Speaker
Description
Due to its similarity with ammonia (NH$_3$) and because it has been observed in the interstellar medium,[1] methylamine (CH$_3$NH$_2$) has received considerable attention in the last decades. The molecular photodissociation of methylamine was studied using the pump-probe method with nanosecond laser pulses. The molecule was excited in the 198 $-$ 203 nm range, and the generated photofragments were detected with the velocity map imaging (VMI) technique, studying the H-atom elimination and the N$-$C bond fission channels separately, combining experiment and theory.

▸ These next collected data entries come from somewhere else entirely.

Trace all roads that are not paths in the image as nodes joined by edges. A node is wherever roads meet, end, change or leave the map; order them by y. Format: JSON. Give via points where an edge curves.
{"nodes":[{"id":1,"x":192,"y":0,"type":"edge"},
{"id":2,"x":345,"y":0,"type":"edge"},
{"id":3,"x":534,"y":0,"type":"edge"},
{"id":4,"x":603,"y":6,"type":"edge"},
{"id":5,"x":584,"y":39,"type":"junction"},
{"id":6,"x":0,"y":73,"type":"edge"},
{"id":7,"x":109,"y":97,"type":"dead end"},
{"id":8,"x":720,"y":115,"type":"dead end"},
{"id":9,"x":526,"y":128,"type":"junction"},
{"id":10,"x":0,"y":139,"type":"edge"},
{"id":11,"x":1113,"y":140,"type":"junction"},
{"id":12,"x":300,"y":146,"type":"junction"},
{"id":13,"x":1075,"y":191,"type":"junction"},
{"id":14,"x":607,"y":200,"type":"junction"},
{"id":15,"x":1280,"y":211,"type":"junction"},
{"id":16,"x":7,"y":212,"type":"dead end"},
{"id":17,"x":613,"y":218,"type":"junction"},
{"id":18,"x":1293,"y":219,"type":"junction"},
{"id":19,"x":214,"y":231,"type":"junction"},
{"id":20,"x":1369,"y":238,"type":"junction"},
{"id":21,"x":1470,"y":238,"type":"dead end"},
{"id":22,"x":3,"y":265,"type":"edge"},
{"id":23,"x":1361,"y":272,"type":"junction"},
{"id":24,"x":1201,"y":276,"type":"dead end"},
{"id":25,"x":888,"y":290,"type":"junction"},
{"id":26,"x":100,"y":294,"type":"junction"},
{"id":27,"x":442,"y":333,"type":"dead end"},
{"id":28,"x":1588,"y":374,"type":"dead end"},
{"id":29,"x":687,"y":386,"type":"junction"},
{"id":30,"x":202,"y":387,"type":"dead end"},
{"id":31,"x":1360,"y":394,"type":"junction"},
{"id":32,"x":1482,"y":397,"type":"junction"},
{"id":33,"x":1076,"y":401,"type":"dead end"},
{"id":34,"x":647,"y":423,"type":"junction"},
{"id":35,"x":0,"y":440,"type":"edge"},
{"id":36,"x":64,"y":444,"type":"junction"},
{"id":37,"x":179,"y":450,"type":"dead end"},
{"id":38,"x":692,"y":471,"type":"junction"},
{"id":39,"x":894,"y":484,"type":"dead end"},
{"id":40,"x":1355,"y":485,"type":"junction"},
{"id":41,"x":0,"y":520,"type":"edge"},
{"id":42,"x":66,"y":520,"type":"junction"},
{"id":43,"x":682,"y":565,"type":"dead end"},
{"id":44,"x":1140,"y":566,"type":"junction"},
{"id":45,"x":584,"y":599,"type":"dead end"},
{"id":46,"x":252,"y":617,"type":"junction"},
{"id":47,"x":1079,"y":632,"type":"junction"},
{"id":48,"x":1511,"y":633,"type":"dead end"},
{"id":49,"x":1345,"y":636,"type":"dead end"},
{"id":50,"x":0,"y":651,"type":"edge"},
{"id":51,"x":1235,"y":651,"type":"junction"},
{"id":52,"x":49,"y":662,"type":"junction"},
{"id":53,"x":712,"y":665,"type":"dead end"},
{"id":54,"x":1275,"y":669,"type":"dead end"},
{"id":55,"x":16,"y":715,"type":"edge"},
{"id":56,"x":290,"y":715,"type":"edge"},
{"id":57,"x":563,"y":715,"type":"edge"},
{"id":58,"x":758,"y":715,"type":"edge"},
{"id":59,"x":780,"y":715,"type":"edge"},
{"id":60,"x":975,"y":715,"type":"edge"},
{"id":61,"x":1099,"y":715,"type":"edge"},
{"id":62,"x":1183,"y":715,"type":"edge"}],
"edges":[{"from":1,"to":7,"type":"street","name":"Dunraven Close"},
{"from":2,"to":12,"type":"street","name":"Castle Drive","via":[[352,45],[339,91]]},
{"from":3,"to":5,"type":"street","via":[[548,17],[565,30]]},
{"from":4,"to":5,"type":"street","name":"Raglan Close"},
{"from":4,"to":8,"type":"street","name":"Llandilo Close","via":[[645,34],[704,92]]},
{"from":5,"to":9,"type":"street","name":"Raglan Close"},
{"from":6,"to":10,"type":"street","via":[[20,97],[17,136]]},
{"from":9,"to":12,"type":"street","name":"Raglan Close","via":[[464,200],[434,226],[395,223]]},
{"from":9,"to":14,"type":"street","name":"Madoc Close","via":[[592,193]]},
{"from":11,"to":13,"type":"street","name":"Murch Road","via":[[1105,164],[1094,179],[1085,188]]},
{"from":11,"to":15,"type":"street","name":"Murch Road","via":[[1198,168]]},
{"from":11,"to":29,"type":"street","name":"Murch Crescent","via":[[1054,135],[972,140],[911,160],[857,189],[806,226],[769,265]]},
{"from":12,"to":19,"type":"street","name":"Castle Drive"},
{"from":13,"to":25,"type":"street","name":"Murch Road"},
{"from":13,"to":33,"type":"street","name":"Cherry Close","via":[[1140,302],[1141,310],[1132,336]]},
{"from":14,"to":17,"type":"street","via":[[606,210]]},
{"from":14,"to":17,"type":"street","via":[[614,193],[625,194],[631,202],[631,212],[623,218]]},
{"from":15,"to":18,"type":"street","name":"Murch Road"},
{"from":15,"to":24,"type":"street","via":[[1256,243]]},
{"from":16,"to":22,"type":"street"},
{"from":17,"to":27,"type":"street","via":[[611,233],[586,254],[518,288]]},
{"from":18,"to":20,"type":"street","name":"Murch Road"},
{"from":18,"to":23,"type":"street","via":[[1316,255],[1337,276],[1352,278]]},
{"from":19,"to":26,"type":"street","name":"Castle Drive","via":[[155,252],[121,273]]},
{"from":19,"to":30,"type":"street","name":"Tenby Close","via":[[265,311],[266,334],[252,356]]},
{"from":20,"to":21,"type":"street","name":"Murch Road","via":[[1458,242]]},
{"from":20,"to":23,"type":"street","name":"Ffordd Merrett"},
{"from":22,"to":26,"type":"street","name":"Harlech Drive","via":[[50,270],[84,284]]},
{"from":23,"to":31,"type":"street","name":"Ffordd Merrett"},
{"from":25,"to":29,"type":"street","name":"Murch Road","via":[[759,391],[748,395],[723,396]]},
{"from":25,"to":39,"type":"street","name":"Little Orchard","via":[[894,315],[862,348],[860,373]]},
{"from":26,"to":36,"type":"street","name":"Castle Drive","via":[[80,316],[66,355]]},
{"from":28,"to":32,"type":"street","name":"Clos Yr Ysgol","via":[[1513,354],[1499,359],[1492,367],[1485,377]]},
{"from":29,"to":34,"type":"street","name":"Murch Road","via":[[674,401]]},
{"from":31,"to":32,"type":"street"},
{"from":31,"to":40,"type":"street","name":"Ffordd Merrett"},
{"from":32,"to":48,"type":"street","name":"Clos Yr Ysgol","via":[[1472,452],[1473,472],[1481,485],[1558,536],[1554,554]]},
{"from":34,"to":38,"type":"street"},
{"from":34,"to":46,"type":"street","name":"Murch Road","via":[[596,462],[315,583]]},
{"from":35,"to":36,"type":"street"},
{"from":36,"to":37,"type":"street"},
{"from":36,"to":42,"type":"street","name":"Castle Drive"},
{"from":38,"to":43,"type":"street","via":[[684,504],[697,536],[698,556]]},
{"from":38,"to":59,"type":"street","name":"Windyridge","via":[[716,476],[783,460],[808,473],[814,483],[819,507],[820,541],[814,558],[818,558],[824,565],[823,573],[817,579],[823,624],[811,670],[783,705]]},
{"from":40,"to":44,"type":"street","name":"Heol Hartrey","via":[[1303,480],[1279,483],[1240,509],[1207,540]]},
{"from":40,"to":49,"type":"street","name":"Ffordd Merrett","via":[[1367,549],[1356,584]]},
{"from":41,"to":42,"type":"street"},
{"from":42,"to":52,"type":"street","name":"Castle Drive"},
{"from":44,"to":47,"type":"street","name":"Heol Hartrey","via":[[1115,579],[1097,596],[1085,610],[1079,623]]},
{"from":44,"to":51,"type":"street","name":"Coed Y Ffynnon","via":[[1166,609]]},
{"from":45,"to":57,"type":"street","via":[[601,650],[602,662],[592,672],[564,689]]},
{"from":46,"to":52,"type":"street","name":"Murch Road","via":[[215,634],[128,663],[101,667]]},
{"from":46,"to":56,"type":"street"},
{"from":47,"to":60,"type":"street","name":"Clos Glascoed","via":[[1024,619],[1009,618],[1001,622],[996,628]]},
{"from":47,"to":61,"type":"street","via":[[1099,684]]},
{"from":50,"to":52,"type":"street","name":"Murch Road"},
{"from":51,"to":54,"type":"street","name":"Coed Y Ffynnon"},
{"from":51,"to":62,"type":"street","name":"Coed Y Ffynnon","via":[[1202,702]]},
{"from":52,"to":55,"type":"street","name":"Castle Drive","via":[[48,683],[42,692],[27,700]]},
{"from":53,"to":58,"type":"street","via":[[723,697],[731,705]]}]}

On the one hand, the H-atom displacement channel presents two main dissociation pathways. One is attributed to the formation of CH$_3$NH($X$) via a conical intersection (CI),[2,3], while the other to CH$_3$NH($A$), observed for the first time. On the other hand, the recorded images for the NH$_2$ $+$ CH$_3$ channel show unstructured Boltzmann-type distributions; however, the speed-dependent anisotropy parameters reveal the presence of two dissociation mechanisms. With a similar landscape of the computed potential energy curves to the N$-$H bond fission, prompt dissociation of the C$-$N bond through the CI is proposed as a minor channel. In contrast, the kinetic energy distribution reflects a major slow dissociation in the ground state, which can arise from frustrated N-H bond cleavage trajectories or vibrationally-hot ground state NH$_2$ fragments.